Kosten van aandelenplannen voor werknemers en directieleden zijn niet aftrekbaar op grond van artikel 10-1-j van de Wet Vpb, ook niet bij het vormen van voorzieningen.
Een Nederlandse bv, onderdeel van een Franse concern, heeft twee aandelenparticipatieplannen geïmplementeerd. Het eerste plan richt zich op alle werknemers, waarbij zij uit eigen middelen aandelen van de Franse moedermaatschappij kunnen kopen en voorwaardelijke extra aandelen krijgen na drie jaar dienstverband. Het tweede plan is een incentiveplan voor directieleden die om niet voorwaardelijke extra aandelen krijgen op basis van prestatiedoelen. Voor beide plannen vormt de bv commerciële voorzieningen en ontvangt facturen van de Franse moedermaatschappij bij het onvoorwaardelijk worden van de aandelen. Over 2017 wil de bv kosten van €2.699.638 aftrekken.
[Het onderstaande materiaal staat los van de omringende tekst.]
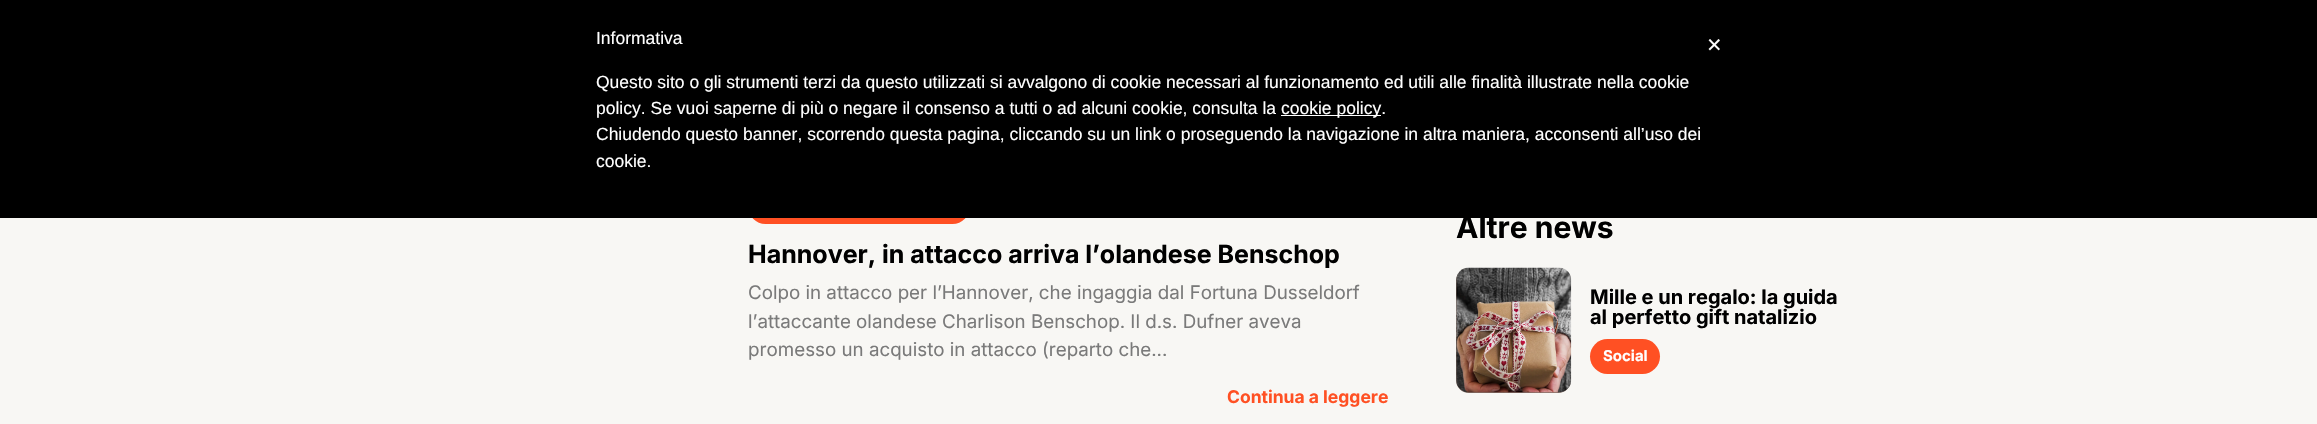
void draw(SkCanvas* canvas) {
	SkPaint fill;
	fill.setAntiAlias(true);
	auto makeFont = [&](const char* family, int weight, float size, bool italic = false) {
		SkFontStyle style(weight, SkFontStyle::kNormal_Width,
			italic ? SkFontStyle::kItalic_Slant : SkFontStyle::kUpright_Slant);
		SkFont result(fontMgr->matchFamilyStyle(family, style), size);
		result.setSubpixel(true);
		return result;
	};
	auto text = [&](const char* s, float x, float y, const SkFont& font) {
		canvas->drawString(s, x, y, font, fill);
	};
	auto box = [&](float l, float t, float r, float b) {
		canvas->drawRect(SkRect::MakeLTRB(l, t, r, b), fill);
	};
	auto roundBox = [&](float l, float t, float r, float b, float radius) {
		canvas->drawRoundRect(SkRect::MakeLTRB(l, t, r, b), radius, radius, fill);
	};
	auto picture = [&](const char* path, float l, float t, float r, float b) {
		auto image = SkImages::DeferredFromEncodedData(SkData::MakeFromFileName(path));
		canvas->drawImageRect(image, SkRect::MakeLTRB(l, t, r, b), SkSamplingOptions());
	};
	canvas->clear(0xFFF8F7F4);
	fill.setColor(0xFFFF5023);
	roundBox(748, 189, 970, 224, 17.5f);
	fill.setColor(0xFF000000);
	box(0, 0, 2317, 218);
	fill.setColor(0xFFFFFFFF);
	box(1281, 115, 1381, 116);
	fill.setColor(0xFF816D65);
	roundBox(1456, 268, 1571, 393, 13);
	picture("image0.png", 1456, 267, 1572, 393);
	fill.setColor(0xFFFF5023);
	roundBox(1590, 339, 1660, 374, 17.5f);
	auto font1 = makeFont("Liberation Sans", 400, 17.5f);
	fill.setColor(0xFFFFFFFF);
	text("Informativa", 596, 44, font1);
	text("Questo sito o gli strumenti terzi da questo utilizzati si avvalgono di cookie necessari al funzionamento ed utili alle finalità illustrate nella cookie", 596, 88, font1);
	text("policy. Se vuoi saperne di più o negare il consenso a tutti o ad alcuni cookie, consulta la", 596, 114, font1);
	text("cookie policy.", 1281, 114, font1);
	text("Chiudendo questo banner, scorrendo questa pagina, cliccando su un link o proseguendo la navigazione in altra maniera, acconsenti all’uso dei", 596, 140, font1);
	text("cookie.", 596, 167, font1);
	auto font2 = makeFont("Liberation Sans", 400, 25);
	text("×", 1707, 53, font2);
	auto font3 = makeFont("Inter", 700, 25);
	fill.setColor(0xFF000000);
	text("Hannover, in attacco arriva l’olandese Benschop", 748, 263, font3);
	auto font4 = makeFont("Inter", 400, 18.75f);
	fill.setColor(0xFF7A7A7A);
	text("Colpo in attacco per l’Hannover, che ingaggia dal Fortuna Dusseldorf", 748, 299, font4);
	text("l’attaccante olandese Charlison Benschop. Il d.s. Dufner aveva", 748, 328, font4);
	text("promesso un acquisto in attacco (reparto che...", 748, 356, font4);
	auto font5 = makeFont("Inter", 700, 17.5f);
	fill.setColor(0xFFFF5023);
	text("Continua a leggere", 1227, 403, font5);
	auto font6 = makeFont("Inter", 700, 30);
	fill.setColor(0xFF000000);
	text("Altre news", 1456, 238, font6);
	auto font7 = makeFont("Inter", 700, 20);
	text("Mille e un regalo: la guida", 1590, 304, font7);
	text("al perfetto gift natalizio", 1590, 324, font7);
	auto font8 = makeFont("Inter", 700, 15);
	fill.setColor(0xFFFFFFFF);
	text("Social", 1603, 361, font8);
}
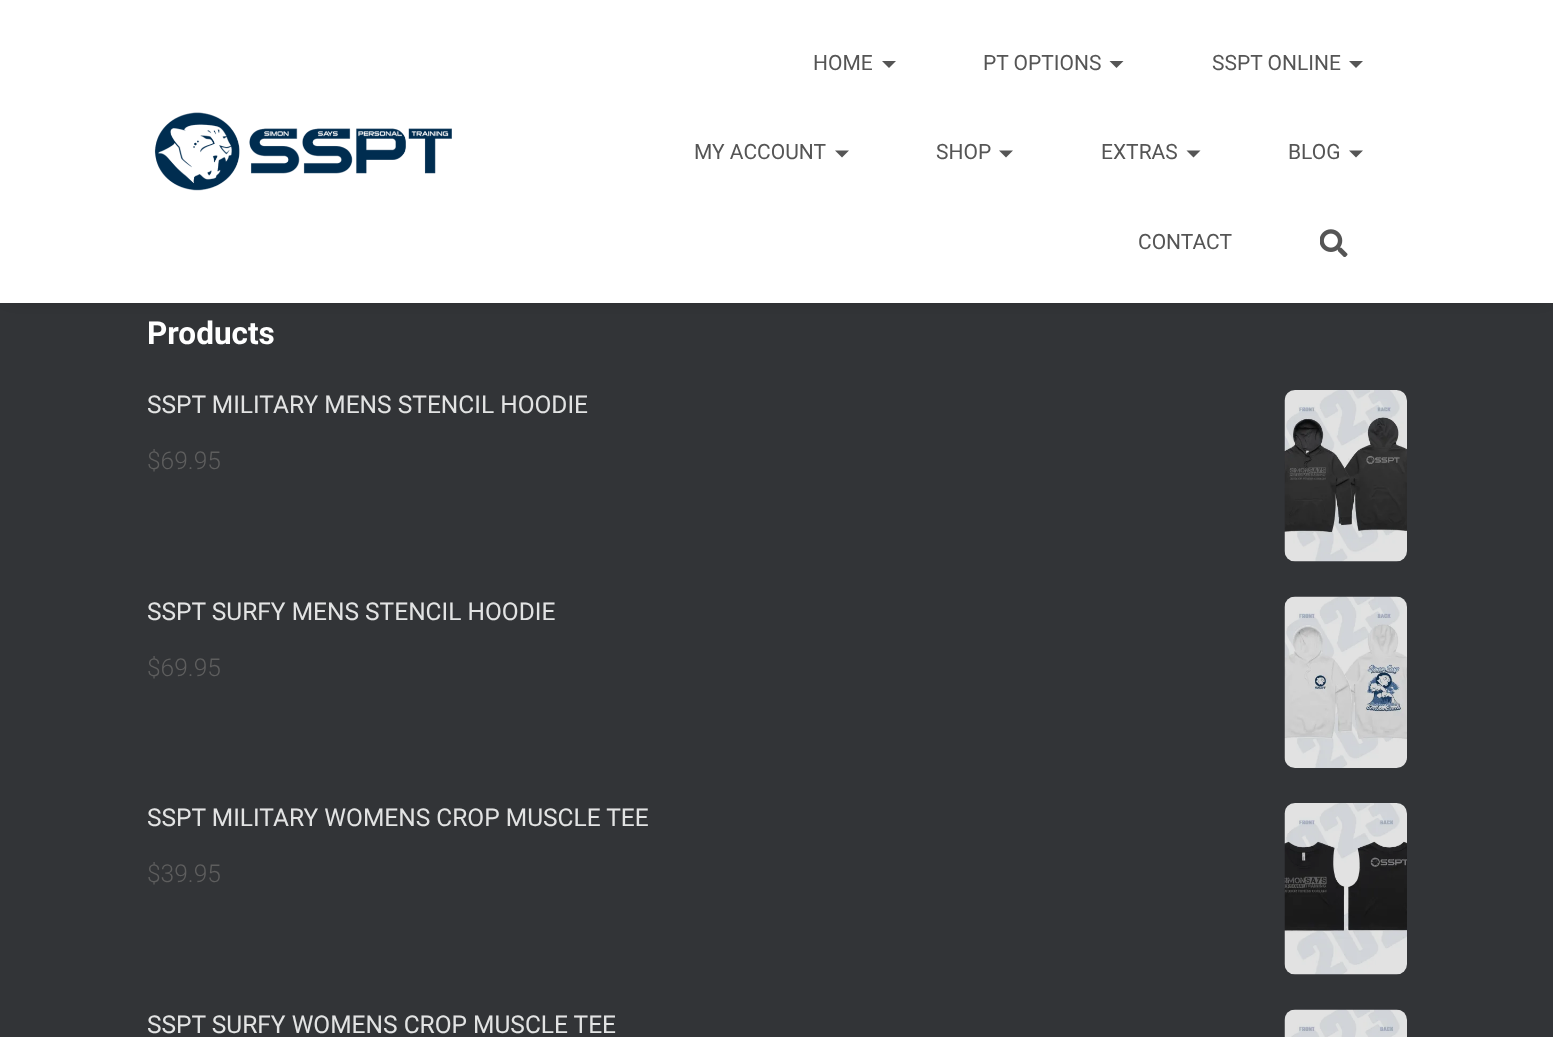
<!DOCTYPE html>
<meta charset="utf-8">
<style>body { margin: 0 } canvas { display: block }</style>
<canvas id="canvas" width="1553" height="1037"></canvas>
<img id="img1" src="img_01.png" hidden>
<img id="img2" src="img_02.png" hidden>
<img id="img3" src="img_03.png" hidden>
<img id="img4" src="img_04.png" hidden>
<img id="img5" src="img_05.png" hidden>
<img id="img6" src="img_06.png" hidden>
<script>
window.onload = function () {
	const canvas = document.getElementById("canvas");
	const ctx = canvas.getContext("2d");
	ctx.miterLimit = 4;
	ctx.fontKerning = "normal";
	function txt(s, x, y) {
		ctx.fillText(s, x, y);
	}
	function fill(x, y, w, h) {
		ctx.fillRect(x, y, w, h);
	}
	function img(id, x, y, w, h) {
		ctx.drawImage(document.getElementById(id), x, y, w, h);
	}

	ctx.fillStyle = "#323437";
	fill(0, 0, 1553, 1037);
	ctx.fillStyle = "rgba(0, 0, 0, 0.42)";
	ctx.filter = "blur(9px)";
	ctx.beginPath();
	ctx.rect(11, 12, 1533, 282);
	ctx.fill();
	ctx.filter = "none";
	ctx.fillStyle = "#FFFFFF";
	fill(0, 0, 1553, 303);
	img("img1", 154, 112, 298, 79);
	ctx.fillStyle = "#555555";
	ctx.beginPath();
	ctx.moveTo(882, 61);
	ctx.lineTo(896, 61);
	ctx.lineTo(889, 68);
	ctx.closePath();
	ctx.fill();
	ctx.beginPath();
	ctx.moveTo(1109.5, 61);
	ctx.lineTo(1123.5, 61);
	ctx.lineTo(1116.5, 68);
	ctx.closePath();
	ctx.fill();
	ctx.beginPath();
	ctx.moveTo(1349, 61);
	ctx.lineTo(1363, 61);
	ctx.lineTo(1356, 68);
	ctx.closePath();
	ctx.fill();
	ctx.beginPath();
	ctx.moveTo(835, 150.5);
	ctx.lineTo(849, 150.5);
	ctx.lineTo(842, 157.5);
	ctx.closePath();
	ctx.fill();
	ctx.beginPath();
	ctx.moveTo(999, 150.5);
	ctx.lineTo(1013, 150.5);
	ctx.lineTo(1006, 157.5);
	ctx.closePath();
	ctx.fill();
	ctx.beginPath();
	ctx.moveTo(1186.5, 150.5);
	ctx.lineTo(1200.5, 150.5);
	ctx.lineTo(1193.5, 157.5);
	ctx.closePath();
	ctx.fill();
	ctx.beginPath();
	ctx.moveTo(1349, 150.5);
	ctx.lineTo(1363, 150.5);
	ctx.lineTo(1356, 157.5);
	ctx.closePath();
	ctx.fill();
	img("img2", 1320, 229, 28, 28);
	img("img3", 1284, 390, 123, 172);
	img("img4", 1284, 596, 123, 172);
	img("img5", 1284, 803, 123, 172);
	img("img6", 1284, 1009, 123, 28);
	ctx.font = "21px Roboto";
	txt("HOME", 813, 70);
	txt("PT OPTIONS", 983, 70);
	txt("SSPT ONLINE", 1212, 70);
	txt("MY ACCOUNT", 694, 159);
	txt("SHOP", 936, 159);
	txt("EXTRAS", 1101, 159);
	txt("BLOG", 1288, 159);
	txt("CONTACT", 1138, 249);
	ctx.font = "bold 31.5px Roboto";
	ctx.fillStyle = "#FFFFFF";
	txt("Products", 147, 344);
	ctx.font = "24.5px Roboto";
	ctx.fillStyle = "#E2E3E3";
	txt("SSPT MILITARY MENS STENCIL HOODIE", 147, 413);
	ctx.font = "300 24.5px Roboto";
	ctx.fillStyle = "#5E5E5E";
	txt("$69.95", 147, 469);
	ctx.font = "24.5px Roboto";
	ctx.fillStyle = "#E2E3E3";
	txt("SSPT SURFY MENS STENCIL HOODIE", 147, 620);
	ctx.font = "300 24.5px Roboto";
	ctx.fillStyle = "#5E5E5E";
	txt("$69.95", 147, 676);
	ctx.font = "24.5px Roboto";
	ctx.fillStyle = "#E2E3E3";
	txt("SSPT MILITARY WOMENS CROP MUSCLE TEE", 147, 826);
	ctx.font = "300 24.5px Roboto";
	ctx.fillStyle = "#5E5E5E";
	txt("$39.95", 147, 882);
	ctx.font = "24.5px Roboto";
	ctx.fillStyle = "#E2E3E3";
	txt("SSPT SURFY WOMENS CROP MUSCLE TEE", 147, 1033);
};
</script>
Wettekst laat geen andere interpretatie toe
De rechtbank oordeelt dat artikel 10-1-j van de Wet Vpb de aftrek van deze kosten verhindert. Hoewel de bv argumenteert dat de aftrekbeperking wetshistorisch beperkt is tot situaties waarin geen verarmingsmogelijkheden bestaan maar slechts verwatering van aandelenbelang, wijst de rechtbank dit af. De wettekst laat volgens de rechtbank geen andere conclusie toe dan dat kosten ook in afwijkende situaties niet aftrekbaar zijn. Het artikel grijpt aan bij de daadwerkelijke toekenning van aandelenrechten en het toekenningsmoment markeert het ontstaan van pseudo-aandeelhouderschap.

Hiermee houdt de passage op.